(Material provided Opens)

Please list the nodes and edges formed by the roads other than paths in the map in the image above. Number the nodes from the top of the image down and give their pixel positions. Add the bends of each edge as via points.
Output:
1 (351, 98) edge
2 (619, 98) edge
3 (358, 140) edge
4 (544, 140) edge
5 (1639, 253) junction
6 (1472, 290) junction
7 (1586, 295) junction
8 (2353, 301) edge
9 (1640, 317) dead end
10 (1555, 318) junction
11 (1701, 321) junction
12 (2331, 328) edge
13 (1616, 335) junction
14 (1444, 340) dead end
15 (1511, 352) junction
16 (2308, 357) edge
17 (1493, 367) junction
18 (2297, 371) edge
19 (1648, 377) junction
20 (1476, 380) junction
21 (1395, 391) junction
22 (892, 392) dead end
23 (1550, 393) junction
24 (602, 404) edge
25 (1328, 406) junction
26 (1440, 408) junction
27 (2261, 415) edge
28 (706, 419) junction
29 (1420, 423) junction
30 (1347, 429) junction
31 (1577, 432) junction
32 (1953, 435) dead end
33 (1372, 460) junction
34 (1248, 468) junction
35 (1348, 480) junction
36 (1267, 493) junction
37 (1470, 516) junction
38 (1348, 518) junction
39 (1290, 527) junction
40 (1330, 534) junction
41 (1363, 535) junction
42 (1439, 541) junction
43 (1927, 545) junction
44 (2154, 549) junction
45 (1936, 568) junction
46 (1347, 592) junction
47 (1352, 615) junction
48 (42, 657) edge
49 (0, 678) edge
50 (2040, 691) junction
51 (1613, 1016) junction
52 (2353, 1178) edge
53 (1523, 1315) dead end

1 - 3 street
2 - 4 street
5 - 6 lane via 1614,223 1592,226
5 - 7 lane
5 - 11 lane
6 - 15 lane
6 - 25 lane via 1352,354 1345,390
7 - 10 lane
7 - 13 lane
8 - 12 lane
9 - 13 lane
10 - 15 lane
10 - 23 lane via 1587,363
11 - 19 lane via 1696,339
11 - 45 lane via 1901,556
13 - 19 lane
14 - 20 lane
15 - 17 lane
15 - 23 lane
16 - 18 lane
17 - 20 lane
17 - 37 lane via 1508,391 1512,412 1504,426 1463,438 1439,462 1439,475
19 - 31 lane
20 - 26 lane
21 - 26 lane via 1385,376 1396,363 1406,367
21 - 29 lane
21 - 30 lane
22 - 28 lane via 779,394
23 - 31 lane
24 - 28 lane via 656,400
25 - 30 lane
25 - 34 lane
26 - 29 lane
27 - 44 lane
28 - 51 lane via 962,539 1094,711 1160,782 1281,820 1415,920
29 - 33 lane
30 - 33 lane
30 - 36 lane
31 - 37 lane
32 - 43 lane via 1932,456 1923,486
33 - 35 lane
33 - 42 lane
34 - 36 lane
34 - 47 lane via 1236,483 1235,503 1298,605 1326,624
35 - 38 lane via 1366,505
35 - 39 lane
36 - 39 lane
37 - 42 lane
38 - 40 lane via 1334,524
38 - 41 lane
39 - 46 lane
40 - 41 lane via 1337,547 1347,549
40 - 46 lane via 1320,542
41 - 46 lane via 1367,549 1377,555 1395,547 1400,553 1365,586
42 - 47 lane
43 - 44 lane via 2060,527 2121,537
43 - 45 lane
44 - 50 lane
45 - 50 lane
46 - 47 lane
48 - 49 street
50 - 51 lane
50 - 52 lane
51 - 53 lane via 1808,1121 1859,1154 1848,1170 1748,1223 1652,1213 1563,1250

(Material provided Closes)

Assignment. For the string "dead", count the lines of the preceding listing in which it appears, and report the count alone.

Result for this task. 5